Rencontre avec Anne-Marie Luccioni
Michael Hoare
J’ai créé une société de production, ADL, sigle qui représente les initiales des associés, il y a quize ans maintenant, à Montpellier. Je produis du documentaire. Par ailleurs j’ai initié et organisé les formations dans le cadre de l’association « Produire en région » ces quatre dernières années. Ces formations étaient destinées aux producteurs implantés dans les régions françaises, et soutenues par le Ministère de la Culture, le CNC et la Procirep. Je travaille actuellement pour un programme européen de formation à la production qui s’appelle EuroDoc, à destination des producteurs européens de documentaires. Ce programme est financé par le Programme Média et en France par le CNC et la Procirep.
Quelle place la coproduction avec les chaînes locales a-t-elle dans le travail que vous faites ?
J’ai coproduit trois films avec le câble, deux avec TV10 Angers et un avec Canal Marseille. Ce sont des cas particuliers, à savoir des premiers films. Aujourd’hui, il est très difficile de coproduire un premier film avec une chaîne nationale. Les câbles permettent à un réalisateur de faire une première film. Le seul problème, c’est qu’ils disposent de très peu d’argent. Finalement, ce sont des films sous-financés, ce qui est un peu contradictoire avec l’enjeu d’un premier film.

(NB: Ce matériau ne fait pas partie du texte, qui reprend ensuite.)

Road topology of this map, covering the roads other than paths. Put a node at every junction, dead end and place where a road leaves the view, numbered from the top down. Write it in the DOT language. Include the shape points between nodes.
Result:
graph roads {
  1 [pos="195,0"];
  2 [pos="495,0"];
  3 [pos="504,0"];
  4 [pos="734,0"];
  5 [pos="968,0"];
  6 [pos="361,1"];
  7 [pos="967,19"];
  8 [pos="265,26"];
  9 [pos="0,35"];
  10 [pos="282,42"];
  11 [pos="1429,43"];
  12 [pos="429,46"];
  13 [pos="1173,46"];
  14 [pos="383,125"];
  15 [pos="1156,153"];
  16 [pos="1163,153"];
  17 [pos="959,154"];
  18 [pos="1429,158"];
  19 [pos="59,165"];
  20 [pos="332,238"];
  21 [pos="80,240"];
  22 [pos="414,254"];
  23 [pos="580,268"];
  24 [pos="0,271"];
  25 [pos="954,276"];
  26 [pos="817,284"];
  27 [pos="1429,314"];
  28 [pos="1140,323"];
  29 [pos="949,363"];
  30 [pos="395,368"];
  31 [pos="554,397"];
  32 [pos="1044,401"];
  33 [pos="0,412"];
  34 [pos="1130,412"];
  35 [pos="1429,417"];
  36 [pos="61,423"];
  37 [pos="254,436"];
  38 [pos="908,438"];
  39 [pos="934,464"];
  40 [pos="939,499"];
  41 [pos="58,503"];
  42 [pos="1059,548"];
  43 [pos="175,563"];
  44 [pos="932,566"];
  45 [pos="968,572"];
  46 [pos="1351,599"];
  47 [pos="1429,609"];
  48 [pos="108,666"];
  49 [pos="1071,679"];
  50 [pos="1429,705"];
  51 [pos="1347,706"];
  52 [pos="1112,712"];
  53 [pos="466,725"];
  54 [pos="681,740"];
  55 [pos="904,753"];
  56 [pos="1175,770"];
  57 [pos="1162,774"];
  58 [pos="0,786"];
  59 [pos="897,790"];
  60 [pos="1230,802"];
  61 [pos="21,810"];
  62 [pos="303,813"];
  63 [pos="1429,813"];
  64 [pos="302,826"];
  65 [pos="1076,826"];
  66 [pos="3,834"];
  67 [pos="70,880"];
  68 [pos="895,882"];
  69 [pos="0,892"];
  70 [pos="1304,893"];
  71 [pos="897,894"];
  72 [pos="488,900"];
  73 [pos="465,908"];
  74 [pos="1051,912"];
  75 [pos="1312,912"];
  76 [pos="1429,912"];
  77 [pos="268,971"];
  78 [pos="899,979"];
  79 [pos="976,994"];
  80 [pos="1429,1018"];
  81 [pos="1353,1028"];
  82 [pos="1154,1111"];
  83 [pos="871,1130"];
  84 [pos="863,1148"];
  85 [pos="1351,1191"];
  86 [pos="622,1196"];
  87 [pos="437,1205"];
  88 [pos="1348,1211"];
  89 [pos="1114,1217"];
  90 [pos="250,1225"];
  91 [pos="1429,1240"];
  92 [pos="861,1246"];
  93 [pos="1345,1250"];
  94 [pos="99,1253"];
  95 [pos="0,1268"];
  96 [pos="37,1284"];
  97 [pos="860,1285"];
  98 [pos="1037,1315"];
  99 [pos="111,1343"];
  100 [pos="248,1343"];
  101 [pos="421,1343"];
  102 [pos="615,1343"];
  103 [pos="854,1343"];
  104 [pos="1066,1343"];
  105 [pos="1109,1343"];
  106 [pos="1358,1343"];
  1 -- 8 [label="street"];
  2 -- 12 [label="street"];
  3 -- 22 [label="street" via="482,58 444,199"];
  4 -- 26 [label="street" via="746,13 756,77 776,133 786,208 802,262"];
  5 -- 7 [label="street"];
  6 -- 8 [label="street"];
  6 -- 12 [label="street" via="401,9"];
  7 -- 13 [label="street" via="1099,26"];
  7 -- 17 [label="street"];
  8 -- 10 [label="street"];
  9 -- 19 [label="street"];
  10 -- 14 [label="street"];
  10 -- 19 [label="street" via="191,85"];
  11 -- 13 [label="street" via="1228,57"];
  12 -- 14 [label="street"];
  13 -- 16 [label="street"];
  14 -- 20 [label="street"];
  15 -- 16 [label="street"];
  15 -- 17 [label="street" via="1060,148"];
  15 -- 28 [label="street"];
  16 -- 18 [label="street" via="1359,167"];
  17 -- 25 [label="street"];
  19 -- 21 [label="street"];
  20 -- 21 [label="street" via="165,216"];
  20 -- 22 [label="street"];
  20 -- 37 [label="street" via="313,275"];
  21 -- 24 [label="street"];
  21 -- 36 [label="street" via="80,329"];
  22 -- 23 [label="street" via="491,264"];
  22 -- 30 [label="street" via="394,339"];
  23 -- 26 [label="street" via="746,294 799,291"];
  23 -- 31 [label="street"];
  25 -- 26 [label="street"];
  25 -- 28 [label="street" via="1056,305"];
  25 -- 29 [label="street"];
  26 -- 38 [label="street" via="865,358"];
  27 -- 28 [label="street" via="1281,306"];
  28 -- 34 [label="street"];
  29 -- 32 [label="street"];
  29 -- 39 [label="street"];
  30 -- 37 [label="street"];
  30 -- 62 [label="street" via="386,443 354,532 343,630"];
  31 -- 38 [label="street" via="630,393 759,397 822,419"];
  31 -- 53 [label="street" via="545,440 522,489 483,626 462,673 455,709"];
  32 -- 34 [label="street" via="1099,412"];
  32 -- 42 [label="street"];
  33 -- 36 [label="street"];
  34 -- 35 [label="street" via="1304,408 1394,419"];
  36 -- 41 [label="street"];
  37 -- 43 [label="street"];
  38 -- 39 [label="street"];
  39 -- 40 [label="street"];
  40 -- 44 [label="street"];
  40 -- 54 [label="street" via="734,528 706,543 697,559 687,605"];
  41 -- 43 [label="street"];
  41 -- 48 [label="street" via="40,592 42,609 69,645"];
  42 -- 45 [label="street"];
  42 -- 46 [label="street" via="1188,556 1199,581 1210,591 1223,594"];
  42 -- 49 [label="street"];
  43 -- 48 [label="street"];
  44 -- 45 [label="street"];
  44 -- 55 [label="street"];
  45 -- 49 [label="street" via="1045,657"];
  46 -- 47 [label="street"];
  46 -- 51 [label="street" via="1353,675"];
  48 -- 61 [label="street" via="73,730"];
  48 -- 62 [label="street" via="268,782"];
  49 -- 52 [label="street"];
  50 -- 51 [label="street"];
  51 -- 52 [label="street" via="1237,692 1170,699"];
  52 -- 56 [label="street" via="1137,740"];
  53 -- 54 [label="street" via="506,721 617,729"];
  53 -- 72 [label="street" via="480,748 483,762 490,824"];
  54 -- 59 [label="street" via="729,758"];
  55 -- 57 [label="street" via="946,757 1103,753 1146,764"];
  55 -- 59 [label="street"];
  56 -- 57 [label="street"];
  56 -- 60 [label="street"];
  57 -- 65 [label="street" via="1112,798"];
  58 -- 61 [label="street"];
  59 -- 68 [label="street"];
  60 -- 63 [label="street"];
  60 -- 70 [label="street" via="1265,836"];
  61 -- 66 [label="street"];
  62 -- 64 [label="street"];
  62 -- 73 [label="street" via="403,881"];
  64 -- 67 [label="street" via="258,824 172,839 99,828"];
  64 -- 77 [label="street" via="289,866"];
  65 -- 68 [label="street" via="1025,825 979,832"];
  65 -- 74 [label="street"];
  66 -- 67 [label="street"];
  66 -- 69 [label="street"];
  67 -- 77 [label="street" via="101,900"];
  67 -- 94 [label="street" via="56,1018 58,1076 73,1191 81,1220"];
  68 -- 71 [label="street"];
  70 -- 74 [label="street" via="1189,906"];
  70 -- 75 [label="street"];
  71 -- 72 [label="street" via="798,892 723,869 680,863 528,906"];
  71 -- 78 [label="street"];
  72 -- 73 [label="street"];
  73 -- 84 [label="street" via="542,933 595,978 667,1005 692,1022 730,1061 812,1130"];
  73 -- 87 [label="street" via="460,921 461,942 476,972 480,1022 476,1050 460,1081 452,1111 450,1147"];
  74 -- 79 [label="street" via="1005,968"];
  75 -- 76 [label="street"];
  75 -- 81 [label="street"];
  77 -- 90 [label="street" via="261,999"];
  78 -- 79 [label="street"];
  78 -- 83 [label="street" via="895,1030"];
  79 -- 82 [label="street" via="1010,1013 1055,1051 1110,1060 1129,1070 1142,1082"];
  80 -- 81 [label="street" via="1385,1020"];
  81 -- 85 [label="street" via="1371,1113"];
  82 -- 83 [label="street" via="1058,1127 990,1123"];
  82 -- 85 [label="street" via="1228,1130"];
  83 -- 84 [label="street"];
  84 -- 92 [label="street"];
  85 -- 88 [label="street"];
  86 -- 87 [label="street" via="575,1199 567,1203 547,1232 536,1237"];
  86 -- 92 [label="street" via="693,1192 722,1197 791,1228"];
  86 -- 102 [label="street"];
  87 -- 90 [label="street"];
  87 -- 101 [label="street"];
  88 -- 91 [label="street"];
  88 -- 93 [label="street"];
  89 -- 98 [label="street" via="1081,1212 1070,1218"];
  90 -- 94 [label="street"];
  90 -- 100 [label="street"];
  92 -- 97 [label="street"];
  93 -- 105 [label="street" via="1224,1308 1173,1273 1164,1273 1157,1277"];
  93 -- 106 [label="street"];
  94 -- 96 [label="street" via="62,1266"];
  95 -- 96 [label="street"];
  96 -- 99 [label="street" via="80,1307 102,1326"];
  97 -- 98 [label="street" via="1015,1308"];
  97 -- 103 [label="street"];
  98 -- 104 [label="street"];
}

L’an dernier, j’ai également coproduit un film avec TV10 Angers dans le cadre d’une autre configuration : les coproductions européennes entre Arte Strasbourg et les pays dits « satellite ». s’agissait d’une coproduction avec l’Espagne, la TVE. Arte Strasbourg n’est pas considéré comme un diffuseur français, et en Espagne, il n’y a pas « un franc » d’argent public pour aider la production documentaire. Il était donc important de pouvoir solliciter la Procirep et le CNC sur cette production. TV10 Angers s’est associé à cette coproduction européenne.
Finalement aux deux extrémités de la chaîne, pour les premiers films et les productions singulières, comme pour certaines productions européennes, les câbles sont de précieux partenaires.
Pouvez-vous préciser les noms et les réalisateurs de ces films ?
Grandir, un premier film de Laurence Kirsh, sur l’adolescence ; et Winnipeg, paroles d’exil de Lala Goma, une réalisatrice catalane. Ce film a été coproduit par Parallel 40 à Barcelone. C’est un film qui traite de l’exil des républicains espagnols vers le Chili, permis par Pablo Neruda qui a financé le voyage à bord du Winnipeg, un vieux bateau de la marine marchande.
Est-ce que vous pouvez généraliser à partir de votre expérience, ou d’autres expériences que vous connaissez ; quelle est l’importance de cet accès au Cosip par les câbles ?
Aujourd’hui l’accès au Cosip par les chaînes locales permet la production de certains films, des films « hors-case » – qui ne correspondent pas aujourd’hui à une case auprès d’une chaîne nationale – des premiers films, des coproductions européennes. Ces films ne peuvent pas se faire sans la participation d’une chaîne locale.
Que pensez-vous des modifications proposées par le CNC dans le coefficient d’aide qui seraient accordés à ces films-là ?
Les chaînes câblées maintiennent finalement un certain espace de création. Les lignes éditoriales des « cases » documentaires dans les chaînes nationales sont de plus en plus « rigides ». Il y a des cases histoire, des cases société…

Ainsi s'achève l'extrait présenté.